Ordinarily, Currencies are taken in pairs. That means a couple of currencies are combined together like the Euro and USD or Euro and JPY and so on. Such pairing is done resorting to currency trading account. In the pair the first currency is known as the base currency while the second one is known as the counter currency. The counter currency is also referred to as the quote currency. In fact, a majority of the transactions by the forex trader carried on using the currency trading account only.  

To understand the system of currency trading account you must understand how the currencies are put to use. The base currency is taken as the basis for the transaction for buying or selling. For example, if you are buying a combination of USD/JPY then you must have bought US dollars and simultaneously sold Japanese Yen. The base currency forms the basis of the transaction and the second currency forms the conversion quantum. For the conversion process you can take the support of some currency trading demo. 

Foreign Exchange is the basis of the currency trading account. Foreign Exchange is dealt in lots. The lots in the society of the forex trader indicate one hundred thousand units of the base currency. If you say that USD/YEN is 6.8654 that will mean that one-dollar currently equates with $6.87 Yen. The increment of one thousandth of a point is called a pip. The increment or decrement in currency trading account market is counted on the basis of pip only.  

If you think that the ratio of exchange between the two currencies are going to fluctuate then you must consider buying the pair accordingly so that you buy such currencies only the rate of whom is expected to go up in future. The results could be a booster to your currency trading account. This also is the process that the forex trader will pursue the most. To realize how the system is going to help currency trading account, you may go through a currency trading demo.
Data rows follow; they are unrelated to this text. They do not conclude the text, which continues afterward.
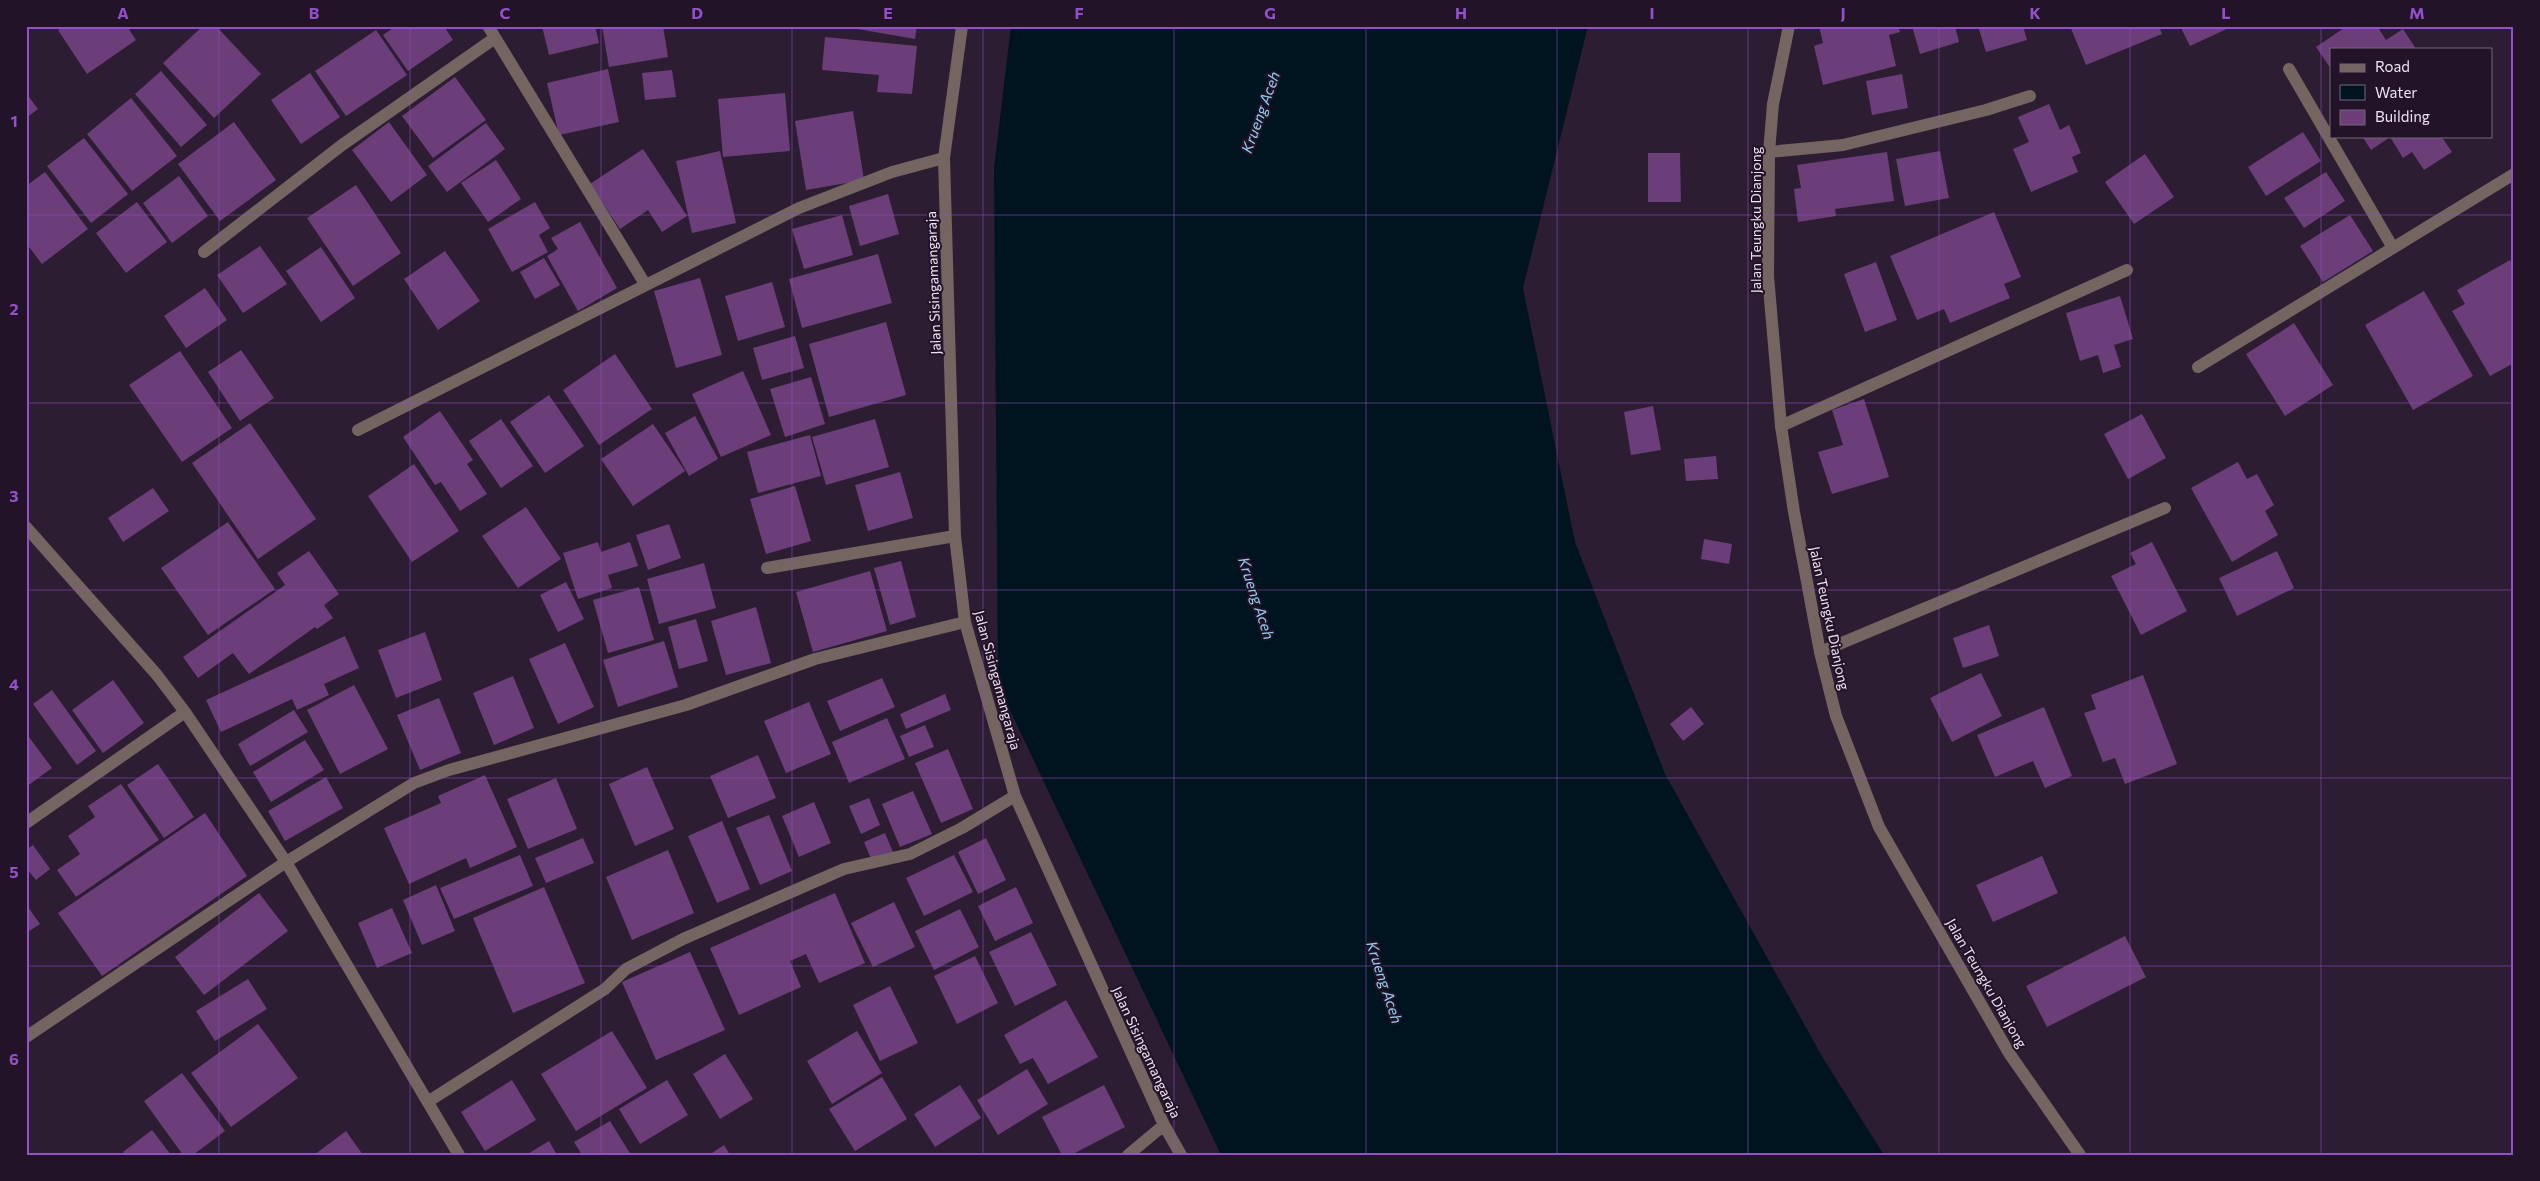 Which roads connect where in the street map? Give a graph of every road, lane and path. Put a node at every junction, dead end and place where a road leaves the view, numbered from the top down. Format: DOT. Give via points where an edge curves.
graph roads {
  1 [pos="488,26"];
  2 [pos="962,26"];
  3 [pos="1789,26"];
  4 [pos="495,38"];
  5 [pos="2290,69"];
  6 [pos="2030,96"];
  7 [pos="1769,152"];
  8 [pos="944,158"];
  9 [pos="2514,174"];
  10 [pos="2393,248"];
  11 [pos="204,252"];
  12 [pos="2127,270"];
  13 [pos="645,284"];
  14 [pos="2198,367"];
  15 [pos="1781,426"];
  16 [pos="358,430"];
  17 [pos="2165,508"];
  18 [pos="26,527"];
  19 [pos="955,536"];
  20 [pos="767,568"];
  21 [pos="965,622"];
  22 [pos="1820,652"];
  23 [pos="185,712"];
  24 [pos="1014,796"];
  25 [pos="26,823"];
  26 [pos="286,862"];
  27 [pos="26,1037"];
  28 [pos="429,1101"];
  29 [pos="1164,1125"];
  30 [pos="459,1155"];
  31 [pos="1128,1155"];
  32 [pos="1181,1155"];
  33 [pos="2080,1155"];
  1 -- 4 [label="street"];
  2 -- 8 [label="street, Jalan Sisingamangaraja"];
  3 -- 7 [label="street, Jalan Teungku Dianjong" via="1773,104"];
  4 -- 11 [label="street" via="342,145"];
  4 -- 13 [label="street"];
  5 -- 10 [label="street"];
  6 -- 7 [label="street" via="1843,145"];
  7 -- 15 [label="street, Jalan Teungku Dianjong" via="1768,276"];
  8 -- 13 [label="street" via="892,172 799,208"];
  8 -- 19 [label="street, Jalan Sisingamangaraja"];
  9 -- 10 [label="street"];
  10 -- 14 [label="street"];
  12 -- 15 [label="street"];
  13 -- 16 [label="street"];
  15 -- 22 [label="street, Jalan Teungku Dianjong"];
  17 -- 22 [label="street"];
  18 -- 23 [label="street" via="157,675"];
  19 -- 20 [label="street"];
  19 -- 21 [label="street, Jalan Sisingamangaraja"];
  21 -- 24 [label="street, Jalan Sisingamangaraja"];
  21 -- 26 [label="street" via="815,658 686,705 449,770 414,783"];
  22 -- 33 [label="street, Jalan Teungku Dianjong" via="1836,716 1879,827 2009,1053"];
  23 -- 25 [label="street"];
  23 -- 26 [label="street"];
  24 -- 28 [label="street" via="962,828 910,854 844,869 683,939 626,969 598,994"];
  24 -- 29 [label="street, Jalan Sisingamangaraja"];
  26 -- 27 [label="street"];
  26 -- 28 [label="street"];
  28 -- 30 [label="street"];
  29 -- 31 [label="street"];
  29 -- 32 [label="street, Jalan Sisingamangaraja"];
} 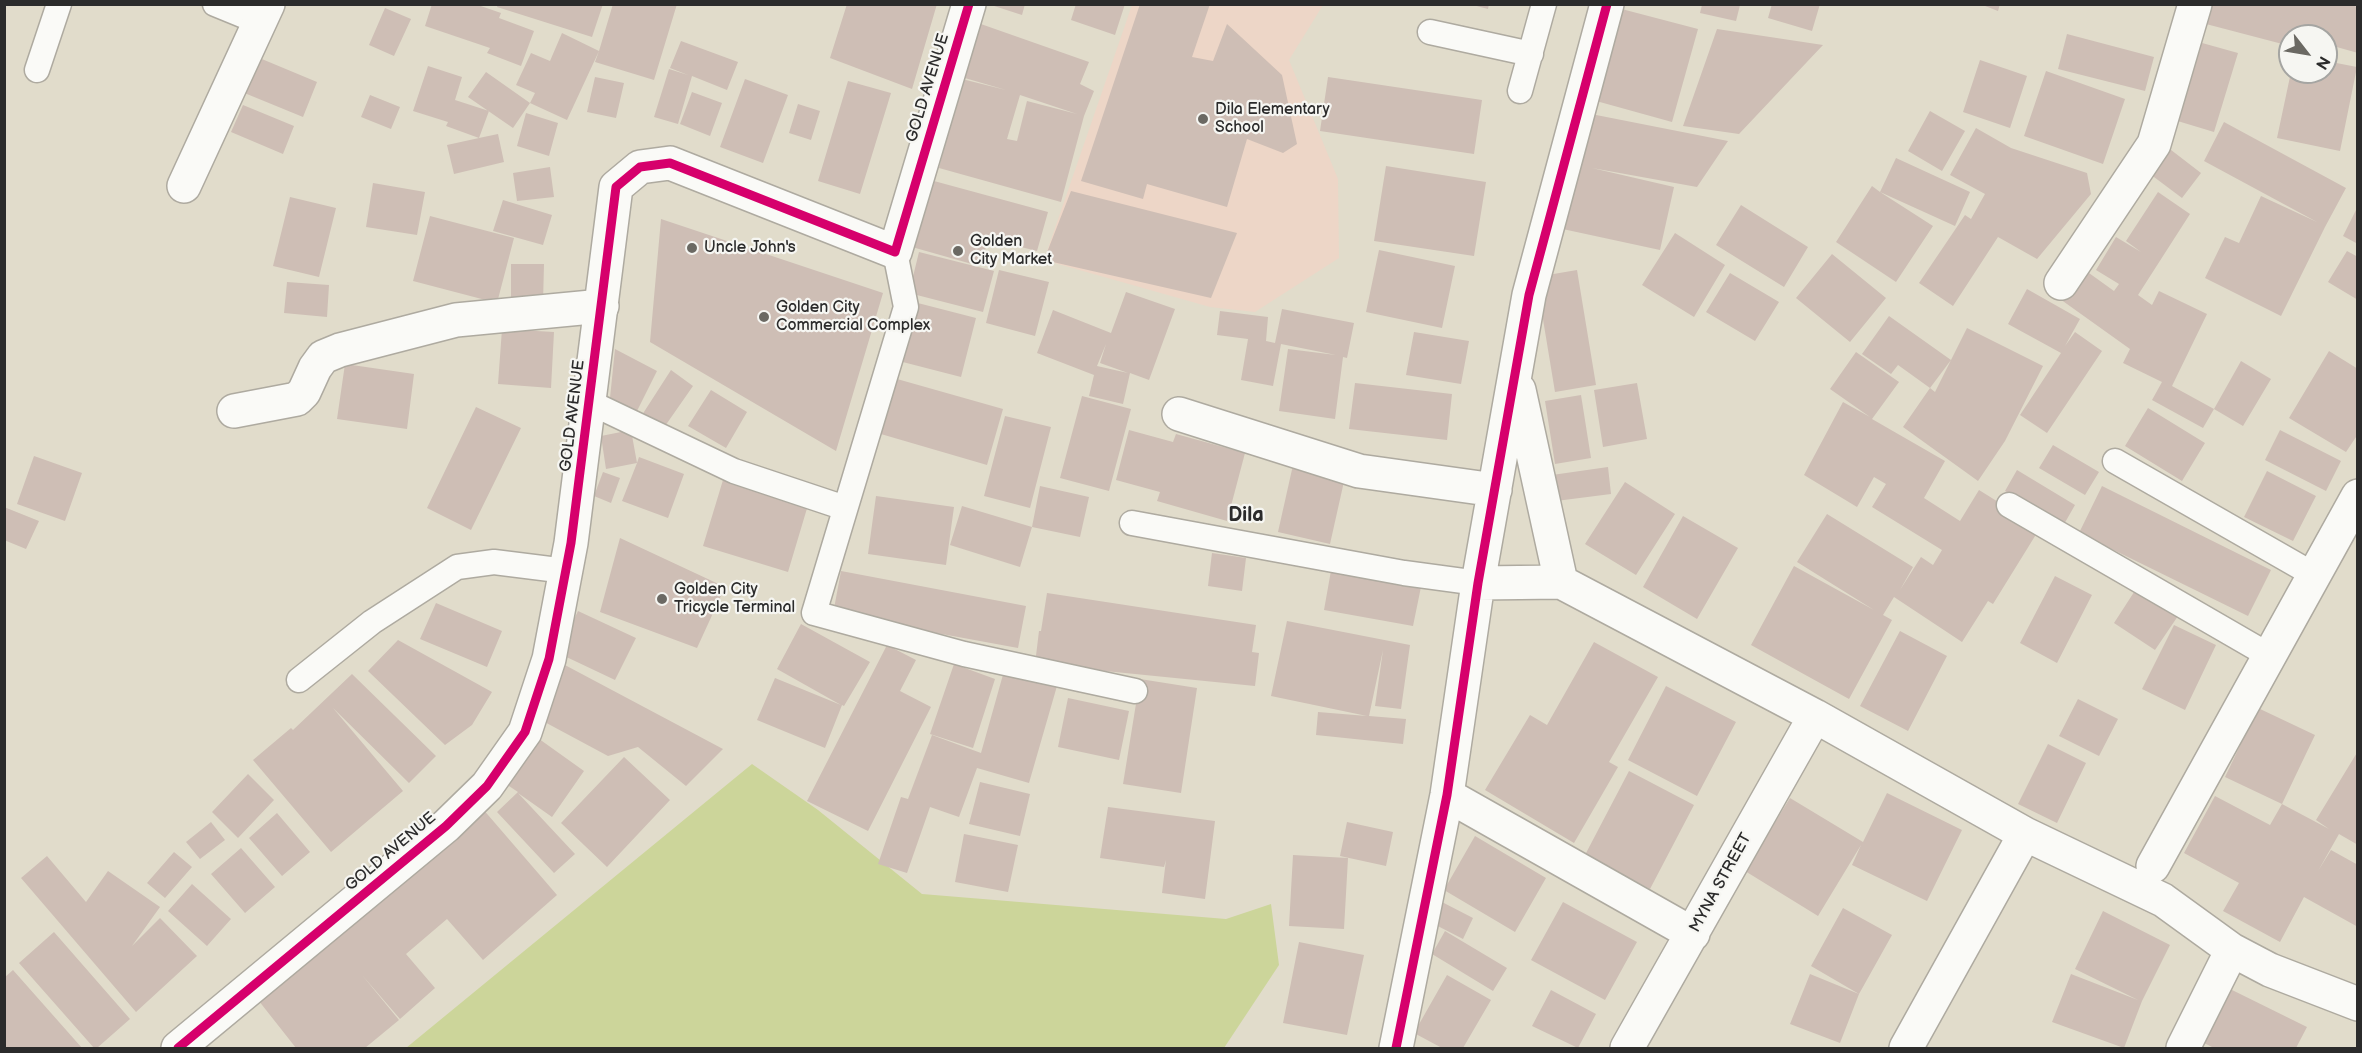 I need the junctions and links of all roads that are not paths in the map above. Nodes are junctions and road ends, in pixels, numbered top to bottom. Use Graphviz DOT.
graph roads {
  1 [pos="59,4"];
  2 [pos="215,4"];
  3 [pos="969,4"];
  4 [pos="1544,4"];
  5 [pos="1607,4"];
  6 [pos="2195,4"];
  7 [pos="264,13"];
  8 [pos="1430,32"];
  9 [pos="1531,54"];
  10 [pos="37,70"];
  11 [pos="1521,91"];
  12 [pos="184,186"];
  13 [pos="895,252"];
  14 [pos="2061,283"];
  15 [pos="602,306"];
  16 [pos="1515,373"];
  17 [pos="589,402"];
  18 [pos="234,411"];
  19 [pos="1179,414"];
  20 [pos="2115,461"];
  21 [pos="1495,490"];
  22 [pos="2358,496"];
  23 [pos="2009,505"];
  24 [pos="845,508"];
  25 [pos="1132,523"];
  26 [pos="566,571"];
  27 [pos="2316,576"];
  28 [pos="1478,582"];
  29 [pos="1561,582"];
  30 [pos="2270,656"];
  31 [pos="299,680"];
  32 [pos="1135,691"];
  33 [pos="1815,716"];
  34 [pos="1447,795"];
  35 [pos="2025,834"];
  36 [pos="2153,866"];
  37 [pos="1693,934"];
  38 [pos="2232,950"];
  39 [pos="2358,1004"];
  40 [pos="178,1048"];
  41 [pos="1396,1048"];
  42 [pos="1627,1048"];
  43 [pos="1906,1048"];
  44 [pos="2183,1048"];
  1 -- 10 [label="lane"];
  2 -- 7 [label="lane"];
  3 -- 13 [label="street, GOLD AVENUE"];
  4 -- 9 [label="lane"];
  5 -- 16 [label="street"];
  6 -- 14 [label="street"];
  7 -- 12 [label="street"];
  8 -- 9 [label="lane"];
  9 -- 11 [label="lane"];
  13 -- 15 [label="street, GOLD AVENUE"];
  13 -- 24 [label="lane"];
  15 -- 17 [label="street, GOLD AVENUE"];
  15 -- 18 [label="street"];
  16 -- 21 [label="street"];
  16 -- 29 [label="street"];
  17 -- 24 [label="lane"];
  17 -- 26 [label="street, GOLD AVENUE"];
  19 -- 21 [label="street"];
  20 -- 27 [label="lane"];
  21 -- 28 [label="street"];
  22 -- 27 [label="street"];
  23 -- 30 [label="lane"];
  24 -- 32 [label="lane"];
  25 -- 28 [label="lane"];
  26 -- 31 [label="lane"];
  26 -- 40 [label="street, GOLD AVENUE"];
  27 -- 30 [label="street"];
  28 -- 29 [label="street"];
  28 -- 34 [label="street"];
  29 -- 33 [label="street"];
  30 -- 36 [label="street"];
  33 -- 35 [label="street"];
  33 -- 37 [label="street, MYNA STREET"];
  34 -- 37 [label="street"];
  34 -- 41 [label="street"];
  35 -- 38 [label="street"];
  35 -- 43 [label="street"];
  37 -- 42 [label="street, MYNA STREET"];
  38 -- 39 [label="street"];
  38 -- 44 [label="street"];
}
Currency is always traded in lot. The starting point of currency trading account therefore is 100,000 units of any base currency. The difference in the purchase and sale value of any of the currencies is determined by a term called "pip" that is the smallest unit of calculating the rise and fall in price of any currency. For example, in the case of ERU/USD combination a pip could be worth $10. The same "pip" could be lesser and even $1 in an account of smaller dimension.

In maintaining your currency trading account you also have the option to short or sell a currency pair when you apprehend their fall in price. Those who are in active forex trading may lose a lot of money if they are on the wrong side of the trade. A currency pair ordinarily represents the rate of exchange that is prevalent between two currencies at any point of time. Currency trading account is based on the basic concepts of base currency and counter currency. To understand perfectly the process you can resort to a currency trading demo.